A. GM's "Winning With Integrity" Policy

GM's Winning With Integrity policy ("the Policy") states in part that:

As a rule, accept no gift, entertainment, or other gratuity from any supplier to GM or bidder for GM's business, including supplier units that are part of GM. This applies to all employees, not just to those involved in purchasing. . . .
Generally, it is best to decline any gift, entertainment, meal, or other gratuity from a supplier and to discuss with your leadership how best to handle questionable situations. GM's goal is to avoid even the appearance of impropriety. Our procurement processes must actually be — and must appear to be — based solely on the price, quality and service of our suppliers. In the final analysis, your good judgment and disclosure are the keys to protecting GM's reputation as a company that conducts business with integrity.

(Declaration of David C. Vogel in Support of the Motion for Summary Judgment of Defendant General Motors Corporation ("Vogel Decl.") (Docket Entry # 30) Exh. A (Deposition of Ruben Vahos ("Vahos Dep.")) Exh. 5.)

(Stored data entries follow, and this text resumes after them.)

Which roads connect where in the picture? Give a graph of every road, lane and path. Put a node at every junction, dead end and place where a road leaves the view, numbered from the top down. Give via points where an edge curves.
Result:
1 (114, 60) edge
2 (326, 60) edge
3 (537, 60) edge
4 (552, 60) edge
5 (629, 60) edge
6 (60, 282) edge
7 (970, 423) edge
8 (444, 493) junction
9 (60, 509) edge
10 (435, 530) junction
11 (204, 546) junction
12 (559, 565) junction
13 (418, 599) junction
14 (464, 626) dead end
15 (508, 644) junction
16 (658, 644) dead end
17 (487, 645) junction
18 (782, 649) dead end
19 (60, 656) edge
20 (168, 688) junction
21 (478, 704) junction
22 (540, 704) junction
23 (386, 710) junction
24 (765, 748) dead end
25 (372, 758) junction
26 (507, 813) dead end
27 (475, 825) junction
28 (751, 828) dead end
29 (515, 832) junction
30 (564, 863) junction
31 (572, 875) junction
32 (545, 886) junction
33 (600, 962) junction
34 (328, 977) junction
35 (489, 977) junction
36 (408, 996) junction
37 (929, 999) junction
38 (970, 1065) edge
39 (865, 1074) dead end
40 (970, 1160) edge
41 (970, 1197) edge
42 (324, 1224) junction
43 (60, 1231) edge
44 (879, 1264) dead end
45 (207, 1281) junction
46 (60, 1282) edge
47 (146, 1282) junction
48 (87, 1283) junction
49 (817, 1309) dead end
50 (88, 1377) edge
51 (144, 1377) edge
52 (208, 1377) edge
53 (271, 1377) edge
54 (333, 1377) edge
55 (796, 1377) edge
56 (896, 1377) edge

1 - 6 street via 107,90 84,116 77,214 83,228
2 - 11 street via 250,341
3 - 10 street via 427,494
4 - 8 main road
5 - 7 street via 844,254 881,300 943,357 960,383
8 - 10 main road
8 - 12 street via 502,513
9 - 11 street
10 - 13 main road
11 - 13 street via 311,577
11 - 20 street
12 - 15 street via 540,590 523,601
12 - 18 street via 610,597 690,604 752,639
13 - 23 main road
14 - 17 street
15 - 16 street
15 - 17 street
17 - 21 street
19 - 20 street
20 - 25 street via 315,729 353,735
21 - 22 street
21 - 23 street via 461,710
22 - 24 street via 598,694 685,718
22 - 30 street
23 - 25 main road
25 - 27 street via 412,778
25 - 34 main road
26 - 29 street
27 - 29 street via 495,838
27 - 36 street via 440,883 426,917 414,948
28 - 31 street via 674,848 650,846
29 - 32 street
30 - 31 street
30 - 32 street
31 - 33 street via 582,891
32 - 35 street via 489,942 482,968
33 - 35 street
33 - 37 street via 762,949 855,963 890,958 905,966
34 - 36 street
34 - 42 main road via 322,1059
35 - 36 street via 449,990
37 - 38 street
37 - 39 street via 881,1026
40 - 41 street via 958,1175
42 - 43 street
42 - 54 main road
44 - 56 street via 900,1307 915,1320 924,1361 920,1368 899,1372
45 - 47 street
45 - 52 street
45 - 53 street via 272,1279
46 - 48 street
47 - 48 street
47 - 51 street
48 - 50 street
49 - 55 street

B. Ron Redfern's Statement

Ron Redfern, the individual who initiated GM's investigation of Vahos for violations of the Policy, is a Portfolio Manager in GM's Motors Holding Group. He is responsible for four New York dealerships that GM owns and is planning to sell — Bay Chevrolet, New Rochelle Chevrolet, Buick-Pontiac-GMC of Saratoga Springs, and Pontiac-GMC of Latham. Redfern prepared a statement that explains how he came to investigate Vahos. This statement is part of the investigatory report that was submitted to the GM official who made the ultimate decision to fire Vahos — Jay Malott, the director of GM's Retail Real Estate Division. (Vogel Decl. Exh. H (Deposition of Jay Malott ("Malott Dep.")) at 21-22, 25; Zabell Decl. Exh. D-8 (Investigatory Report ("Inv. Rep."))).

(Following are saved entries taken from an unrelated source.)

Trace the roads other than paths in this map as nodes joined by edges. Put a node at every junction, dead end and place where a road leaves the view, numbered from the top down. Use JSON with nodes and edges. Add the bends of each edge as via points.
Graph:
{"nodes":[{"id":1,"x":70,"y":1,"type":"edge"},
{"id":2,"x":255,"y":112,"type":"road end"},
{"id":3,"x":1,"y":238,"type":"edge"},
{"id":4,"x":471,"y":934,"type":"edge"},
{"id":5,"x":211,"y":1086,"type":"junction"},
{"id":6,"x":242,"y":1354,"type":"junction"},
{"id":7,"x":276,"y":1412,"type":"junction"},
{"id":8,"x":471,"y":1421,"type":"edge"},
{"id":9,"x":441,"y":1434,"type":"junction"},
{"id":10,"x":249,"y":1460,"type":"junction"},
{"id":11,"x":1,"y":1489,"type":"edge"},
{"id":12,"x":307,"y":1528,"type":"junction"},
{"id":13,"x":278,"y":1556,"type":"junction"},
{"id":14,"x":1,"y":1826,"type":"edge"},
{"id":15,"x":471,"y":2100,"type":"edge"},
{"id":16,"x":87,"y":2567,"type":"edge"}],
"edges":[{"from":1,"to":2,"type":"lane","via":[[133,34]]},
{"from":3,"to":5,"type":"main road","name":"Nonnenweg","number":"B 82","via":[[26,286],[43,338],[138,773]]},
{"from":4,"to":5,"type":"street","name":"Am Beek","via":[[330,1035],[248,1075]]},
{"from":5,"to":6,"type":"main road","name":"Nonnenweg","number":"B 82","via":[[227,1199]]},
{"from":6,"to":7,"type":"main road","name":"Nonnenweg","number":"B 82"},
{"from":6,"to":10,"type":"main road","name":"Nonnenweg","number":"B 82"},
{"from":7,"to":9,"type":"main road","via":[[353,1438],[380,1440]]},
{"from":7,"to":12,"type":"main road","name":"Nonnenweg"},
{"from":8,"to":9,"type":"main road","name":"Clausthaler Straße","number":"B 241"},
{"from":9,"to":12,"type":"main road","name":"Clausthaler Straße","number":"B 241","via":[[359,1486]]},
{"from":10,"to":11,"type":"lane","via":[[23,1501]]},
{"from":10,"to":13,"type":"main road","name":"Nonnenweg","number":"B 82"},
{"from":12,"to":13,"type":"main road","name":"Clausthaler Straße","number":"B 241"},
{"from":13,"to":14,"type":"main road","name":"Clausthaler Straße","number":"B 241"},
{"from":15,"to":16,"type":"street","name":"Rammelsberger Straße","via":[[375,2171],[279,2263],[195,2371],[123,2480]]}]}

The admissibility of this investigatory report is discussed below.

According to Redfern's statement, in mid-July 2005 Fran DeRop, the office manager of Bay Chevrolet, told Redfern that Vahos had borrowed a vehicle overnight. DeRop told Redfern that she did not think this was appropriate. DeRop also told Redfern that James Chao, then the interim manager of Bay Chevrolet, was probably the one who gave Vahos permission to borrow the vehicle. Later that month, on July 27, 2005, Woody Woodward, the interim manager of Buick-Pontiac-GMC of Saratoga Springs and Pontiac-GMC of Latham, told Redfern that two years earlier Vahos tried to talk Woodward into loaning him a car to drive. Redfern informed his manager, Mike Mozingo, of what he had learned. Mozingo and Redfern decided that Redfern would follow up with DeRop to get additional details and that Redfern would also contact New Rochelle Chevrolet, the dealership closest to Vahos's office, to see if Vahos had ever borrowed any vehicles there.

DeRop advised Redfern that Vahos came to Bay Chevrolet with his sister and that they took a Corvette on a two-hour test-drive. DeRop told Redfern that Vahos asked the dealership's sales manager for a car to get his sister home; Vahos took a used Chevrolet Impala and returned it two days later.

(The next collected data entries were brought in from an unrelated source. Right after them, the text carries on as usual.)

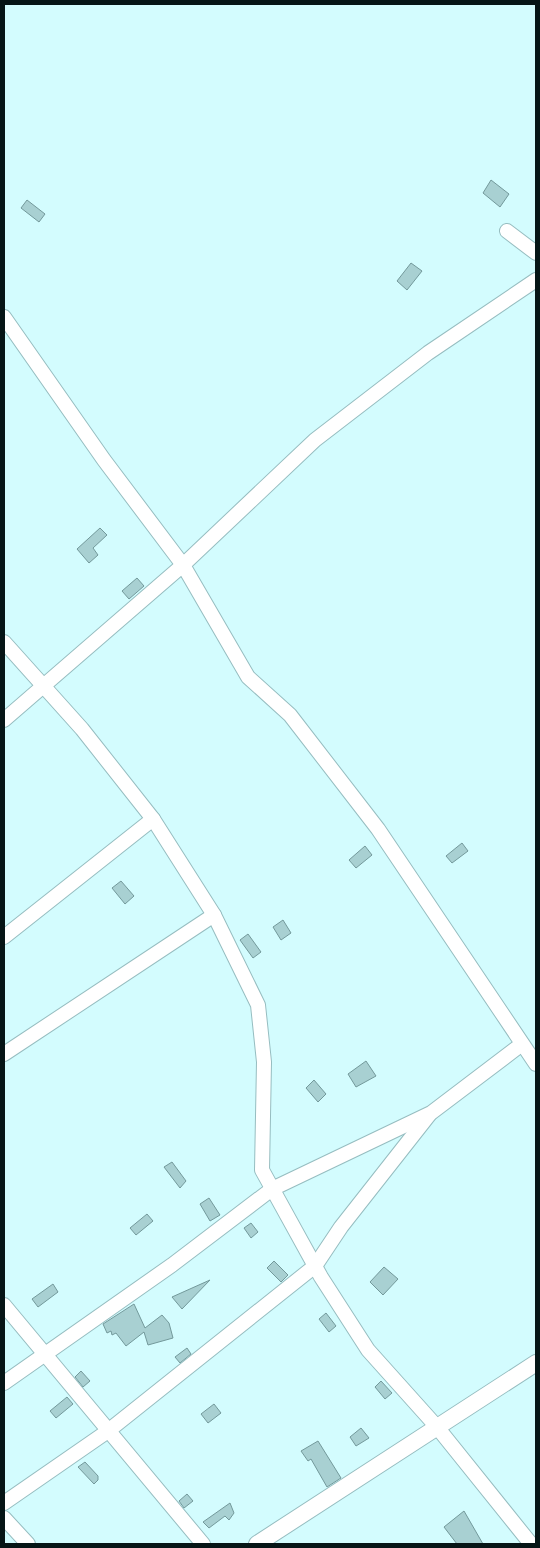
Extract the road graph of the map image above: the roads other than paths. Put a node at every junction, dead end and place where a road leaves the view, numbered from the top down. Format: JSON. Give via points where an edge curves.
{"nodes":[{"id":1,"x":507,"y":231,"type":"dead end"},
{"id":2,"x":536,"y":253,"type":"edge"},
{"id":3,"x":536,"y":280,"type":"edge"},
{"id":4,"x":4,"y":317,"type":"edge"},
{"id":5,"x":183,"y":564,"type":"junction"},
{"id":6,"x":4,"y":642,"type":"edge"},
{"id":7,"x":43,"y":686,"type":"junction"},
{"id":8,"x":4,"y":720,"type":"edge"},
{"id":9,"x":153,"y":819,"type":"junction"},
{"id":10,"x":214,"y":915,"type":"junction"},
{"id":11,"x":4,"y":937,"type":"edge"},
{"id":12,"x":522,"y":1044,"type":"junction"},
{"id":13,"x":4,"y":1054,"type":"edge"},
{"id":14,"x":536,"y":1064,"type":"edge"},
{"id":15,"x":431,"y":1113,"type":"junction"},
{"id":16,"x":272,"y":1189,"type":"junction"},
{"id":17,"x":315,"y":1266,"type":"junction"},
{"id":18,"x":4,"y":1305,"type":"edge"},
{"id":19,"x":45,"y":1355,"type":"junction"},
{"id":20,"x":536,"y":1363,"type":"edge"},
{"id":21,"x":4,"y":1383,"type":"edge"},
{"id":22,"x":437,"y":1427,"type":"junction"},
{"id":23,"x":108,"y":1431,"type":"junction"},
{"id":24,"x":4,"y":1502,"type":"edge"},
{"id":25,"x":4,"y":1518,"type":"edge"},
{"id":26,"x":28,"y":1544,"type":"edge"},
{"id":27,"x":203,"y":1544,"type":"edge"},
{"id":28,"x":256,"y":1544,"type":"edge"},
{"id":29,"x":532,"y":1544,"type":"edge"}],
"edges":[{"from":1,"to":2,"type":"street"},
{"from":3,"to":5,"type":"street","via":[[428,353],[315,440]]},
{"from":4,"to":5,"type":"street","via":[[104,460]]},
{"from":5,"to":7,"type":"street"},
{"from":5,"to":12,"type":"street","via":[[248,676],[290,716],[378,829]]},
{"from":6,"to":7,"type":"street"},
{"from":7,"to":8,"type":"street"},
{"from":7,"to":9,"type":"street","via":[[82,729]]},
{"from":9,"to":10,"type":"street"},
{"from":9,"to":11,"type":"street"},
{"from":10,"to":13,"type":"street"},
{"from":10,"to":16,"type":"street","via":[[258,1005],[264,1062],[262,1170]]},
{"from":12,"to":14,"type":"street"},
{"from":12,"to":15,"type":"street"},
{"from":15,"to":16,"type":"street"},
{"from":15,"to":17,"type":"street","via":[[340,1227]]},
{"from":16,"to":17,"type":"street"},
{"from":16,"to":19,"type":"street"},
{"from":17,"to":22,"type":"street","via":[[368,1350]]},
{"from":17,"to":23,"type":"street"},
{"from":18,"to":19,"type":"street"},
{"from":19,"to":21,"type":"street"},
{"from":19,"to":23,"type":"street"},
{"from":20,"to":22,"type":"street"},
{"from":22,"to":28,"type":"street"},
{"from":22,"to":29,"type":"street"},
{"from":23,"to":24,"type":"street"},
{"from":23,"to":27,"type":"street"},
{"from":25,"to":26,"type":"street"}]}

As mentioned below, Vahos later revealed that he came to Bay Chevrolet with his sister-in-law, not his sister.

Peggy Morgan, the office manager of New Rochelle Chevrolet, told Redfern that in 1998 Vahos had taken a vehicle from the previous owner of New Rochelle Chevrolet, Albert "Bucky" Kulinski. Morgan stated that Kulinski let Vahos borrow the vehicle because he hoped that he would then get a better deal on his dealership, which he was in the process of selling to GM. Morgan told Redfern that Kulinski was very upset when Vahos returned the car because it was in horrible condition. (Inv. Rep. at GM0049-GM0050.)

C. GM's Investigatory Report

GM's investigatory report states that after undertaking this preliminary investigation, Mozingo and Redfern brought their findings to the attention of Kim Howe, a manager in GM's Human Resources department. Howe referred the matter to a Human Resources representative, who requested the assistance of GM Audit Services Special Investigations. (Id. at GM0047.) GM investigators then conducted several interviews in order to substantiate the allegations of misconduct by Vahos.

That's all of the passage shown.